Fed up with news articles shared by its users taking up to eight seconds to appear, Facebook has taken online news into its own hands by hosting articles from newspapers, magazines and broadcasters itself.
Called Instant Articles and initially an iPhone exclusive, the system lets publishers, newspapers and magazines - including BBC News, the Guardian, Buzzfeed and National Geographic at first - to publish articles directly to Facebook, where they can be viewed more quickly and contain interactive features like maps, high-resolution images and videos.
But by signing up to the service, publishers already wary of how their content is freely consumed and shared online, are giving articles away to the billion-member social network, who hosts them on its own servers. This poses interesting questions of censorship and whether Facebook would post explicit or potentially offensive content under its own name.
Facebook says it will "give publishers control over their stories, brand experience and monetisation opportunities", and to that end will let them sell adverts in articles and keep the revenue.
Alternatively, publishers can opt to use Facebook's Audience Network to monetise unsold inventory; publishers will get 100% of revenue earned by ads on their articles, compared to the 70:30 split in their favour when sold through Facebook's existing ad network. Companies using the service can track traffic data through comScore and "other analytic tools" provided by Facebook.
A massive opportunity
Recognising how only 5% of its videos are viewed on its own website, Buzzfeed's publisher Dao Nguyen and chief of staff Ashley McCollum said in a post on the site: "There is a massive opportunity here: for editorial, for video, and for sponsored content. If we can push our content to the edges, more people will be able to see our news reporting from all over the world".
Mark Thompson, chief executive of The New York Times Company, said: "This is a chance to expand and explore whether Facebook can become an even bigger part,"
Although potentially lucrative, given Facebook's enormous, global and highly engaged audience, publishers will greet the new service with caution, because as much as Facebook will say it is not a news organisation, like Google News its algorithms will dictate how many users each Instant Article is put in front of, and how each publication is ranked. Will similar content from BBC News, the Guardian and Buzzfeed appear in the same place, or will their position vary depending on their popularity and each user's preferences, their friends' preferences and browsing history?
"Fundamentally, this is a tool that enables publishers to provide a better experience for their readers on Facebook" said Facebook chief product officer Chris Cox. "Instant Articles lets them deliver fast, interactive articles while maintaining control of their content and business models."
In a bid to make content more engaging, Facebook says articles load up to ten times faster than when shared in the traditional manner, and users can comment on certain parts of each article in line, or share select extracts with friends. Individual photos from each article can also be liked.
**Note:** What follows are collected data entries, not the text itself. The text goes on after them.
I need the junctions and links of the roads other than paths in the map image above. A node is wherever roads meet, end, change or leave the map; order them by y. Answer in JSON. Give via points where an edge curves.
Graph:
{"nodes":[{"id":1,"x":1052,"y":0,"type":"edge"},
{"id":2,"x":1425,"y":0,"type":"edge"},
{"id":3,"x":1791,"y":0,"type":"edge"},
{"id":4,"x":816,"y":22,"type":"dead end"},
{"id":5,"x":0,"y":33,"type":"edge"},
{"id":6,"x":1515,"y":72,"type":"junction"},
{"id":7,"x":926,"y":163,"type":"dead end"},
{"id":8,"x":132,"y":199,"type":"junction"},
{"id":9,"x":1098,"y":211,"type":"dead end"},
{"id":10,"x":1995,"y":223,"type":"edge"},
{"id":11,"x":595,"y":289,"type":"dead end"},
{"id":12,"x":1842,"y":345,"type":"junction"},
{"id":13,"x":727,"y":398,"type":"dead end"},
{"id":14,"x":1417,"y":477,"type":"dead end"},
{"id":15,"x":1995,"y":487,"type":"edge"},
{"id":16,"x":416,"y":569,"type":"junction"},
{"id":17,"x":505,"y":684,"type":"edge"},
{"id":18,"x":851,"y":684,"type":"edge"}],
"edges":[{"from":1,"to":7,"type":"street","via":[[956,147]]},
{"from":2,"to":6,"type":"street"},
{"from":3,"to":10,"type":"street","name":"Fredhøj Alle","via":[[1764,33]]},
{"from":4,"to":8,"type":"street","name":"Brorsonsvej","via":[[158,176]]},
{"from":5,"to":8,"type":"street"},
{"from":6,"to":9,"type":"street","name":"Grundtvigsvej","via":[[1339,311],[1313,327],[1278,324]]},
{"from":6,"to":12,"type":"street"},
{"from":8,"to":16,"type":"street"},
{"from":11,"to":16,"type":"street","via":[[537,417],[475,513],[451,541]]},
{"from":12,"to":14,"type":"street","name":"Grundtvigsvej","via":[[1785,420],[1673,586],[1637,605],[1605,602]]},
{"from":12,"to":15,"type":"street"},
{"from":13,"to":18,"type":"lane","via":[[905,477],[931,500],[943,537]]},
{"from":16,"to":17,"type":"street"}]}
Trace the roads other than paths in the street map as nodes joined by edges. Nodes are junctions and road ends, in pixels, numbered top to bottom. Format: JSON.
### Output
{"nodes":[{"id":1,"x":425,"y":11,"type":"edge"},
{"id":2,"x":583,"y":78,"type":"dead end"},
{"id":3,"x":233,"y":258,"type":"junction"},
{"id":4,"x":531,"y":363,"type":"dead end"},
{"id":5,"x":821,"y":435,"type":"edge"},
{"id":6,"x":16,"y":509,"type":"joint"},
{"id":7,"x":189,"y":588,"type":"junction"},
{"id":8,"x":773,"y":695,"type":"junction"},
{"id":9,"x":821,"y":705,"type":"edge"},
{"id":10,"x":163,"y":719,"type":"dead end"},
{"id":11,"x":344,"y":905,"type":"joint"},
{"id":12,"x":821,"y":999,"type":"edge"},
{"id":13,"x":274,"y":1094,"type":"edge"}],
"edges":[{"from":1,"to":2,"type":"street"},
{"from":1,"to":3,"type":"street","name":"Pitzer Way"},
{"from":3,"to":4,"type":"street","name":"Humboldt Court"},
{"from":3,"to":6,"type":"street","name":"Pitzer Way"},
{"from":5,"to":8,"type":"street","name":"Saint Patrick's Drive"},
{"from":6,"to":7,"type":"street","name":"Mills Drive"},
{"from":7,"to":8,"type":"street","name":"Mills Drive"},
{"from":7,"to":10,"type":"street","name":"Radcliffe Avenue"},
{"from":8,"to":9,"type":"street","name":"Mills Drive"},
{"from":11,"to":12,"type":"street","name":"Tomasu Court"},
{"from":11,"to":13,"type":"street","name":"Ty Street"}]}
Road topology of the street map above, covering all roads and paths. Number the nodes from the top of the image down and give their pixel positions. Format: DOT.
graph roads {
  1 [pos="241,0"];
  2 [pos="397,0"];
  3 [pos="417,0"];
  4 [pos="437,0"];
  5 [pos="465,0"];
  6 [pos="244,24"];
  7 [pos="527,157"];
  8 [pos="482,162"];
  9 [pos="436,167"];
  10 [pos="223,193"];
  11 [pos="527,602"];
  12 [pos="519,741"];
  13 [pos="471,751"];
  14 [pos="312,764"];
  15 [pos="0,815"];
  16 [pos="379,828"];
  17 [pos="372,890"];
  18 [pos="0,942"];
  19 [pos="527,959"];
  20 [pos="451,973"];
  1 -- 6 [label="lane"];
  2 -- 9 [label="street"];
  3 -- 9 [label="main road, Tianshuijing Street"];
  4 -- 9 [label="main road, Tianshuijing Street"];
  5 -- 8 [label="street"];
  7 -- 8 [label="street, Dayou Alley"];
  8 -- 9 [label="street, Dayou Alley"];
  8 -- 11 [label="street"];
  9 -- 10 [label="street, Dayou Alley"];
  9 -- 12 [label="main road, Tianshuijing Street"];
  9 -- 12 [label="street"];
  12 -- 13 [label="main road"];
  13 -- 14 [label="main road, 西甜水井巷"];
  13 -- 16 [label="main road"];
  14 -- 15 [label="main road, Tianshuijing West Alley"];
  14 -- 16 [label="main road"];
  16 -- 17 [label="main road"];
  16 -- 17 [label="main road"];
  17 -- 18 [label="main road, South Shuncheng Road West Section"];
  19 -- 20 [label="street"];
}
Publishers are being encouraged to create content unique to Facebook's Instant Articles service, but some - including BBC News and its Newsbeat service - will decline this option, as they want content published on Facebook to be available, in full, on its own websites.
"It is great to see Facebook trialing new ways for quality journalism to flourish on mobile," said Tony Danker, international director, Guardian News & Media. "The Guardian is keen to test how the new platform can provide an even more engaging experience for our readers. It is then vital that, over time, Instant Articles delivers recurring benefit for publishers, whose continued investment in original content underpins its success."